### What is being asked:
Return every entry in full, with no alterations.
══ Data shown ══
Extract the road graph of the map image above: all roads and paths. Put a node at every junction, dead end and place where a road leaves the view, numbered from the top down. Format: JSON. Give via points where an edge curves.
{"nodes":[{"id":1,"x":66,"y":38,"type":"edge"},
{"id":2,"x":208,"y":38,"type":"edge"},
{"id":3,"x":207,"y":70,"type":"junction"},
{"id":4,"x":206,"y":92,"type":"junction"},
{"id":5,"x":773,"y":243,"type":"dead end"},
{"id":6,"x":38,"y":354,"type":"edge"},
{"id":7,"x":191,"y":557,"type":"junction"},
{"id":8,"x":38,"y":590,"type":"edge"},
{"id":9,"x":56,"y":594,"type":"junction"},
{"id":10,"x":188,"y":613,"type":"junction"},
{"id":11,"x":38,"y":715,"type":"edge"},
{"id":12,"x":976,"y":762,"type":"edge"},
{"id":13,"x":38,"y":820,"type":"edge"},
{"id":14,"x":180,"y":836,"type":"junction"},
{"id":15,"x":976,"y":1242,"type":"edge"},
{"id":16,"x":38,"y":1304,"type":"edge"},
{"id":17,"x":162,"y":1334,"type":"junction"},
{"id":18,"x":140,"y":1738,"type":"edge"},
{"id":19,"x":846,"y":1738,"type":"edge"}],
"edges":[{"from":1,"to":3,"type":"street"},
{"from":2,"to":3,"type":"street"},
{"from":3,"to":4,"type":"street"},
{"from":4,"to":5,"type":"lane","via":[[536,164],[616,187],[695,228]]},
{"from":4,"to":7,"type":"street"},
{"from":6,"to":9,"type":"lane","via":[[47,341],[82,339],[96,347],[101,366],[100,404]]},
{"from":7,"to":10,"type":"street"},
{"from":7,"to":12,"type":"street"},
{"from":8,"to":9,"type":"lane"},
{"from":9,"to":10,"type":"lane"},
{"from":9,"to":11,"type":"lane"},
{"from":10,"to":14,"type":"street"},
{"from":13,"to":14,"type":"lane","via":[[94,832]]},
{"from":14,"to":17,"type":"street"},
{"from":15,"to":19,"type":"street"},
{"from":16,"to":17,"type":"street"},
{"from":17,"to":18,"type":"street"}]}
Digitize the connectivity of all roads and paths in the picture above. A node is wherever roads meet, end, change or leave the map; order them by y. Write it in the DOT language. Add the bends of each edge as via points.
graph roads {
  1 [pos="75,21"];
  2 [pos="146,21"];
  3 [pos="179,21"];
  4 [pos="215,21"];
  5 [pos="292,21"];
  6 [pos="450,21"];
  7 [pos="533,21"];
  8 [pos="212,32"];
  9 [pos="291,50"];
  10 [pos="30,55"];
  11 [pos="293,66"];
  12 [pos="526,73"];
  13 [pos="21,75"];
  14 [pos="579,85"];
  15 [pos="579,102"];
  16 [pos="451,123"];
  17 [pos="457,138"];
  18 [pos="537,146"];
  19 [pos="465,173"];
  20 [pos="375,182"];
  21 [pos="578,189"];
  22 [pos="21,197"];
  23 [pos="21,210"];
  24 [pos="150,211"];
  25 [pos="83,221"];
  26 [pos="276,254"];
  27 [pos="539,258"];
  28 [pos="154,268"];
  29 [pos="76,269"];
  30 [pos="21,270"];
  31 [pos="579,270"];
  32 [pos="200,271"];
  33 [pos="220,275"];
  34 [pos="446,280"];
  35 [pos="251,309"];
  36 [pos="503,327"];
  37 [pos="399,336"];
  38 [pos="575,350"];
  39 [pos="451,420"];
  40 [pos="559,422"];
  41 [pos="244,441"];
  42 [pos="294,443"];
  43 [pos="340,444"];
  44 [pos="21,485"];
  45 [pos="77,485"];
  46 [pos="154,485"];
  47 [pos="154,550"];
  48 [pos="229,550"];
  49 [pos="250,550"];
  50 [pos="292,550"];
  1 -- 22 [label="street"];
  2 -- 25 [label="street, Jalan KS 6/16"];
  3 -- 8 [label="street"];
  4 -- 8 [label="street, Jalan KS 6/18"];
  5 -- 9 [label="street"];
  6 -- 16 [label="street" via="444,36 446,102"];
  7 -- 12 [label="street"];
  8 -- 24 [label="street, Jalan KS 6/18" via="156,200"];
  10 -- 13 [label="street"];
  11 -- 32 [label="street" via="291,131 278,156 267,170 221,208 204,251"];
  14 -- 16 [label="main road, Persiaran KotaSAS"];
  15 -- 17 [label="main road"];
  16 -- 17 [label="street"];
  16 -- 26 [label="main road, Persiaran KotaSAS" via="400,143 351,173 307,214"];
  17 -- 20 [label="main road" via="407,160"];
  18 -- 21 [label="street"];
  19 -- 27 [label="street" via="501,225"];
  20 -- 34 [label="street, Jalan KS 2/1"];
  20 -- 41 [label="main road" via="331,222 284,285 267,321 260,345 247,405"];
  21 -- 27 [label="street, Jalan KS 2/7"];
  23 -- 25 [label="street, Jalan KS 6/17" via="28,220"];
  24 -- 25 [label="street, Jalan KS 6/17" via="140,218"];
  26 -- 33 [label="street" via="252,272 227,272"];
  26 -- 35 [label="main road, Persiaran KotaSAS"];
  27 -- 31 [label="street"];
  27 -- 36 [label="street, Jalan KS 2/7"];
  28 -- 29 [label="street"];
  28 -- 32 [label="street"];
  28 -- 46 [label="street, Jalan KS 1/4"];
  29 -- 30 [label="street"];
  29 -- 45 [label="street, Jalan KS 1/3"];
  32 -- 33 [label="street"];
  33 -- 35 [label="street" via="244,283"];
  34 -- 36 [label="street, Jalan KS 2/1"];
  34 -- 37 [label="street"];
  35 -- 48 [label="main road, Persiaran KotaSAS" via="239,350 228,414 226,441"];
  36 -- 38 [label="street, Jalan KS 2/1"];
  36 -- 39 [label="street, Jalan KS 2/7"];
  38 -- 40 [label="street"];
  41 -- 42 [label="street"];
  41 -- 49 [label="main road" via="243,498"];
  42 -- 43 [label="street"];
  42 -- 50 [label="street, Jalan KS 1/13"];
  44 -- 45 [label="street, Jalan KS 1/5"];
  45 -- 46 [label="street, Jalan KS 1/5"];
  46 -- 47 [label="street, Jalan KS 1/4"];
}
═══
### Exercise response:
Extract the road graph of the map image above: all roads and paths. Put a node at every junction, dead end and place where a road leaves the view, numbered from the top down. Format: JSON. Give via points where an edge curves.
{"nodes":[{"id":1,"x":66,"y":38,"type":"edge"},
{"id":2,"x":208,"y":38,"type":"edge"},
{"id":3,"x":207,"y":70,"type":"junction"},
{"id":4,"x":206,"y":92,"type":"junction"},
{"id":5,"x":773,"y":243,"type":"dead end"},
{"id":6,"x":38,"y":354,"type":"edge"},
{"id":7,"x":191,"y":557,"type":"junction"},
{"id":8,"x":38,"y":590,"type":"edge"},
{"id":9,"x":56,"y":594,"type":"junction"},
{"id":10,"x":188,"y":613,"type":"junction"},
{"id":11,"x":38,"y":715,"type":"edge"},
{"id":12,"x":976,"y":762,"type":"edge"},
{"id":13,"x":38,"y":820,"type":"edge"},
{"id":14,"x":180,"y":836,"type":"junction"},
{"id":15,"x":976,"y":1242,"type":"edge"},
{"id":16,"x":38,"y":1304,"type":"edge"},
{"id":17,"x":162,"y":1334,"type":"junction"},
{"id":18,"x":140,"y":1738,"type":"edge"},
{"id":19,"x":846,"y":1738,"type":"edge"}],
"edges":[{"from":1,"to":3,"type":"street"},
{"from":2,"to":3,"type":"street"},
{"from":3,"to":4,"type":"street"},
{"from":4,"to":5,"type":"lane","via":[[536,164],[616,187],[695,228]]},
{"from":4,"to":7,"type":"street"},
{"from":6,"to":9,"type":"lane","via":[[47,341],[82,339],[96,347],[101,366],[100,404]]},
{"from":7,"to":10,"type":"street"},
{"from":7,"to":12,"type":"street"},
{"from":8,"to":9,"type":"lane"},
{"from":9,"to":10,"type":"lane"},
{"from":9,"to":11,"type":"lane"},
{"from":10,"to":14,"type":"street"},
{"from":13,"to":14,"type":"lane","via":[[94,832]]},
{"from":14,"to":17,"type":"street"},
{"from":15,"to":19,"type":"street"},
{"from":16,"to":17,"type":"street"},
{"from":17,"to":18,"type":"street"}]}
Digitize the connectivity of all roads and paths in the picture above. A node is wherever roads meet, end, change or leave the map; order them by y. Write it in the DOT language. Add the bends of each edge as via points.
graph roads {
  1 [pos="75,21"];
  2 [pos="146,21"];
  3 [pos="179,21"];
  4 [pos="215,21"];
  5 [pos="292,21"];
  6 [pos="450,21"];
  7 [pos="533,21"];
  8 [pos="212,32"];
  9 [pos="291,50"];
  10 [pos="30,55"];
  11 [pos="293,66"];
  12 [pos="526,73"];
  13 [pos="21,75"];
  14 [pos="579,85"];
  15 [pos="579,102"];
  16 [pos="451,123"];
  17 [pos="457,138"];
  18 [pos="537,146"];
  19 [pos="465,173"];
  20 [pos="375,182"];
  21 [pos="578,189"];
  22 [pos="21,197"];
  23 [pos="21,210"];
  24 [pos="150,211"];
  25 [pos="83,221"];
  26 [pos="276,254"];
  27 [pos="539,258"];
  28 [pos="154,268"];
  29 [pos="76,269"];
  30 [pos="21,270"];
  31 [pos="579,270"];
  32 [pos="200,271"];
  33 [pos="220,275"];
  34 [pos="446,280"];
  35 [pos="251,309"];
  36 [pos="503,327"];
  37 [pos="399,336"];
  38 [pos="575,350"];
  39 [pos="451,420"];
  40 [pos="559,422"];
  41 [pos="244,441"];
  42 [pos="294,443"];
  43 [pos="340,444"];
  44 [pos="21,485"];
  45 [pos="77,485"];
  46 [pos="154,485"];
  47 [pos="154,550"];
  48 [pos="229,550"];
  49 [pos="250,550"];
  50 [pos="292,550"];
  1 -- 22 [label="street"];
  2 -- 25 [label="street, Jalan KS 6/16"];
  3 -- 8 [label="street"];
  4 -- 8 [label="street, Jalan KS 6/18"];
  5 -- 9 [label="street"];
  6 -- 16 [label="street" via="444,36 446,102"];
  7 -- 12 [label="street"];
  8 -- 24 [label="street, Jalan KS 6/18" via="156,200"];
  10 -- 13 [label="street"];
  11 -- 32 [label="street" via="291,131 278,156 267,170 221,208 204,251"];
  14 -- 16 [label="main road, Persiaran KotaSAS"];
  15 -- 17 [label="main road"];
  16 -- 17 [label="street"];
  16 -- 26 [label="main road, Persiaran KotaSAS" via="400,143 351,173 307,214"];
  17 -- 20 [label="main road" via="407,160"];
  18 -- 21 [label="street"];
  19 -- 27 [label="street" via="501,225"];
  20 -- 34 [label="street, Jalan KS 2/1"];
  20 -- 41 [label="main road" via="331,222 284,285 267,321 260,345 247,405"];
  21 -- 27 [label="street, Jalan KS 2/7"];
  23 -- 25 [label="street, Jalan KS 6/17" via="28,220"];
  24 -- 25 [label="street, Jalan KS 6/17" via="140,218"];
  26 -- 33 [label="street" via="252,272 227,272"];
  26 -- 35 [label="main road, Persiaran KotaSAS"];
  27 -- 31 [label="street"];
  27 -- 36 [label="street, Jalan KS 2/7"];
  28 -- 29 [label="street"];
  28 -- 32 [label="street"];
  28 -- 46 [label="street, Jalan KS 1/4"];
  29 -- 30 [label="street"];
  29 -- 45 [label="street, Jalan KS 1/3"];
  32 -- 33 [label="street"];
  33 -- 35 [label="street" via="244,283"];
  34 -- 36 [label="street, Jalan KS 2/1"];
  34 -- 37 [label="street"];
  35 -- 48 [label="main road, Persiaran KotaSAS" via="239,350 228,414 226,441"];
  36 -- 38 [label="street, Jalan KS 2/1"];
  36 -- 39 [label="street, Jalan KS 2/7"];
  38 -- 40 [label="street"];
  41 -- 42 [label="street"];
  41 -- 49 [label="main road" via="243,498"];
  42 -- 43 [label="street"];
  42 -- 50 [label="street, Jalan KS 1/13"];
  44 -- 45 [label="street, Jalan KS 1/5"];
  45 -- 46 [label="street, Jalan KS 1/5"];
  46 -- 47 [label="street, Jalan KS 1/4"];
}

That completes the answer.